Because of confidential commercial arrangements for marstacimab, the comparators and other treatments in the model, the exact cost-effectiveness estimates are confidential and cannot be reported here. Using the committee's preferred assumptions, the results showed:

  • For haemophilia A, marstacimab was dominated by emicizumab (that is, marstacimab is more expensive and less effective than emicizumab). For the comparison with factor VIII treatments (basket of factor VIII treatments weighted by UKHCDO market share), the ICER exceeded £1 million per QALY gained.

  • For haemophilia B, marstacimab dominated factor IX treatments (basket of factor IX treatments weighted by UKHCDO market share); that is, marstacimab is less expensive and more effective than factor IX.

    For people with severe haemophilia A, the cost-effectiveness evidence for marstacimab compared with emicizumab and factor VIII prophylaxis showed that marstacimab is not a cost-effective option in this group. So, the committee concluded that marstacimab could not yet be recommended for routine use for treating severe haemophilia A in people 12 years and older based on the currently available commercial arrangement.

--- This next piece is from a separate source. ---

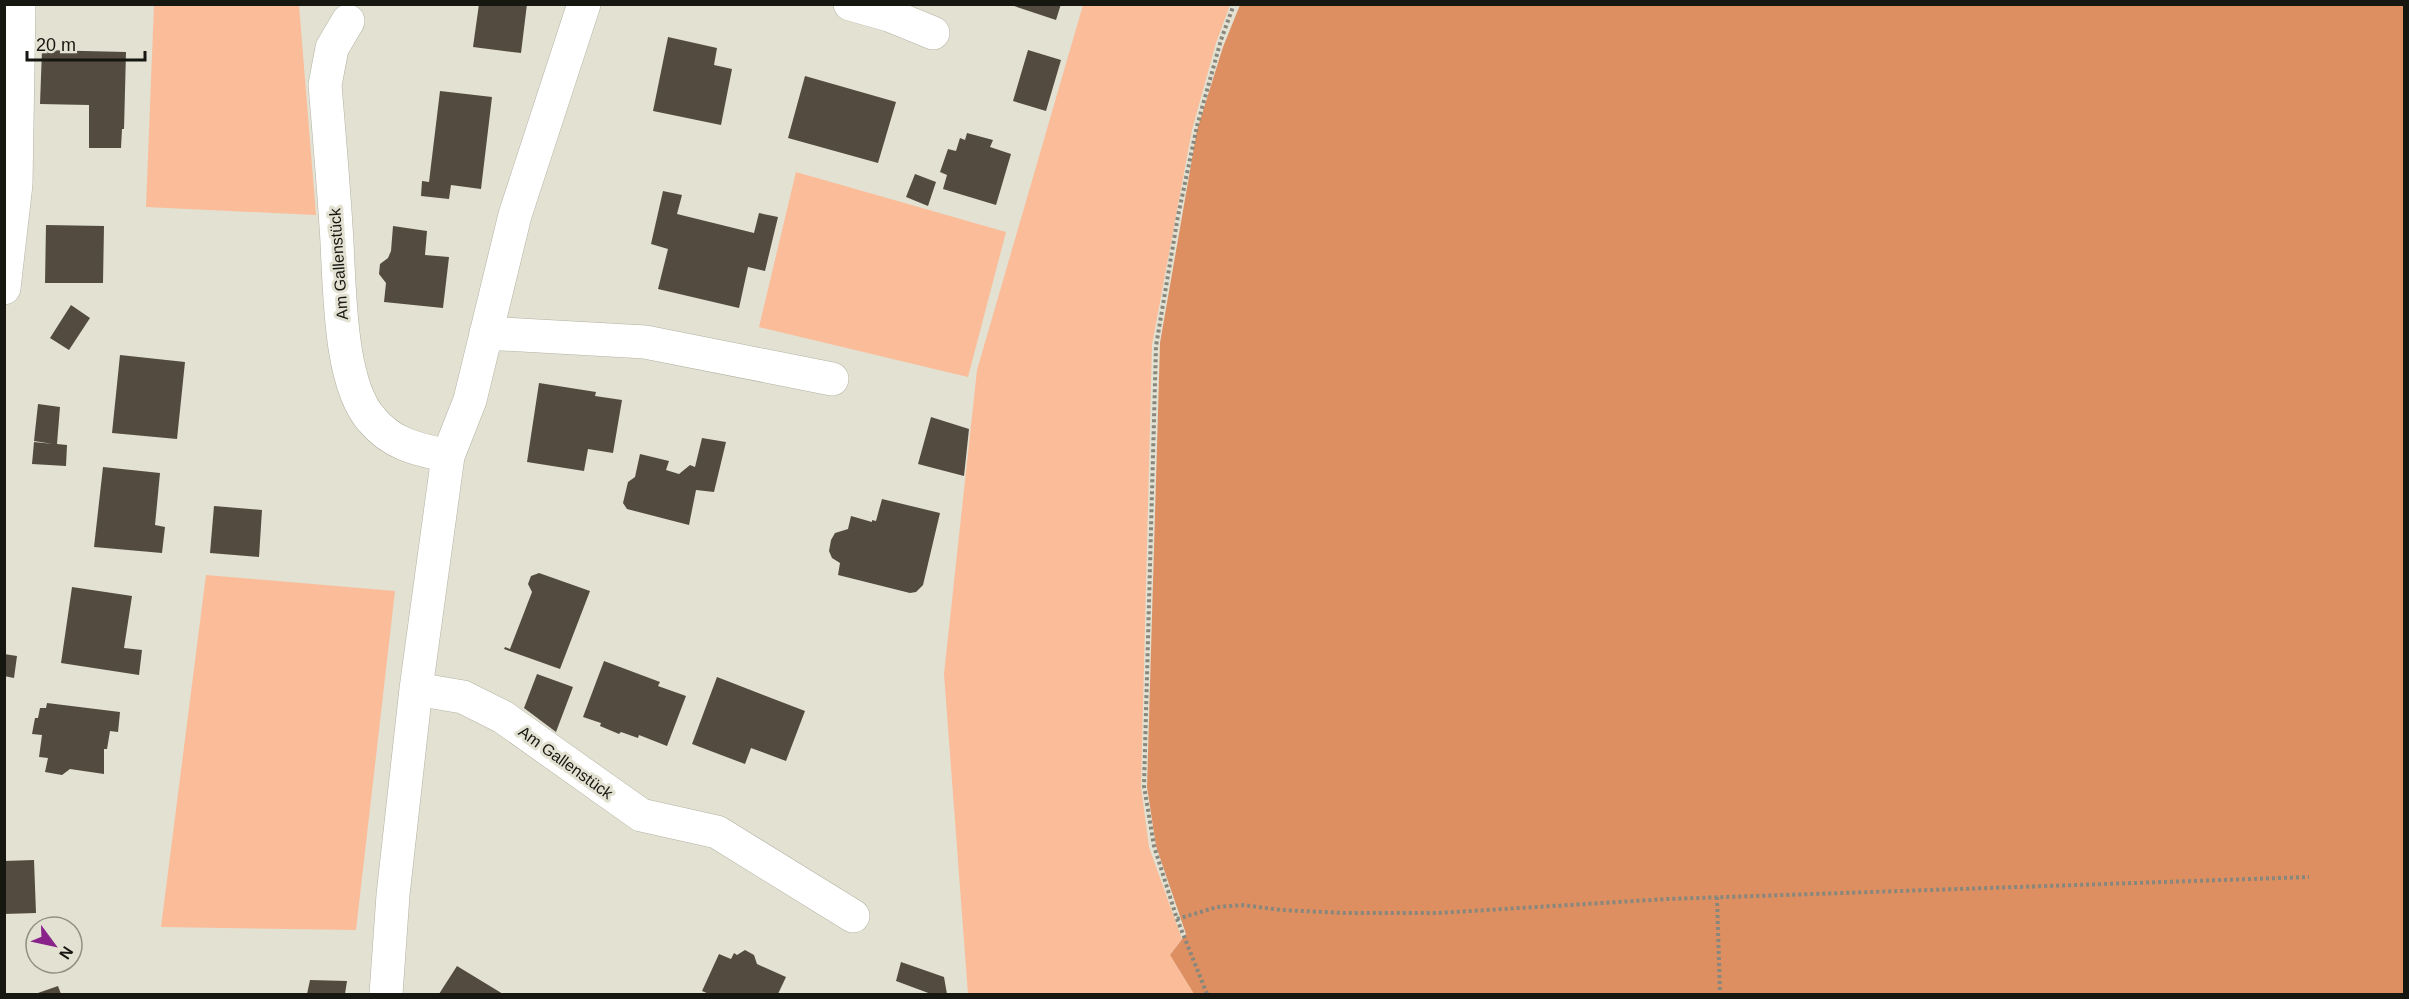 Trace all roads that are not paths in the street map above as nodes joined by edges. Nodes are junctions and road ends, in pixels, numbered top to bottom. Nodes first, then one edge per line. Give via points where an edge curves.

    For people with severe haemophilia B, the cost-effectiveness evidence for marstacimab compared with factor IX showed that marstacimab is a cost-effective option. So, the committee concluded that marstacimab could be recommended for routine use for treating severe haemophilia B in people 12 years and older.

Equality

3.21

The committee noted that a recommendation in severe haemophilia A or B would not be affected by biological sex. Stakeholders advised that some of the treatments for haemophilia A are derived from human blood or human or animal cells. This may not be considered acceptable by people with some religious beliefs. In haemophilia A, the committee noted there are several treatment options. These include emicizumab, which is not derived from human blood products. The committee did not identify this as an equalities issue that would affect its recommendations. Stakeholders and clinical experts explained that some people may have difficulty self-administering an intravenous factor treatment if they have joint damage or a separate disability in addition to haemophilia. The committee noted for haemophilia A there are alternative treatments to intravenous administration, such as emicizumab. The committee concluded that all equalities issues for marstacimab had been considered in its decision making.

Uncaptured benefits

3.22

At the second committee meeting, the company stated that the availability of a subcutaneous treatment option in severe haemophilia A and B would have a positive impact on family members and caregivers because of a reduced burden of administering treatment. The EAG noted that most adults with severe haemophilia A and B self-administer treatment, and children are trained to self-administer from a young age. The clinical expert confirmed that by 12 years of age most people can self-administer but noted this was usually under the supervision of a parent or carer. A patient expert stated there would be an uncaptured benefit of a subcutaneous treatment for older people who may need assistance, including people in care homes. At the second meeting, the committee noted that the benefits of treatment administration had already been captured in the modelling. So, the committee concluded that all the benefits of marstacimab had already been taken into account.

Conclusion

Recommendation

3.23

For severe haemophilia A, the committee concluded that the cost-effectiveness evidence showed that marstacimab at its current price is not a cost-effective use of NHS resources compared with emicizumab and factor VIII prophylaxis. So, marstacimab was not recommended for treating severe haemophilia A in people 12 years and older. For severe haemophilia B, the committee concluded that the cost-effectiveness evidence showed that marstacimab is a cost-effective use of NHS resources compared with factor IX. So, it recommended marstacimab for routine use in severe haemophilia B in people 12 years and older.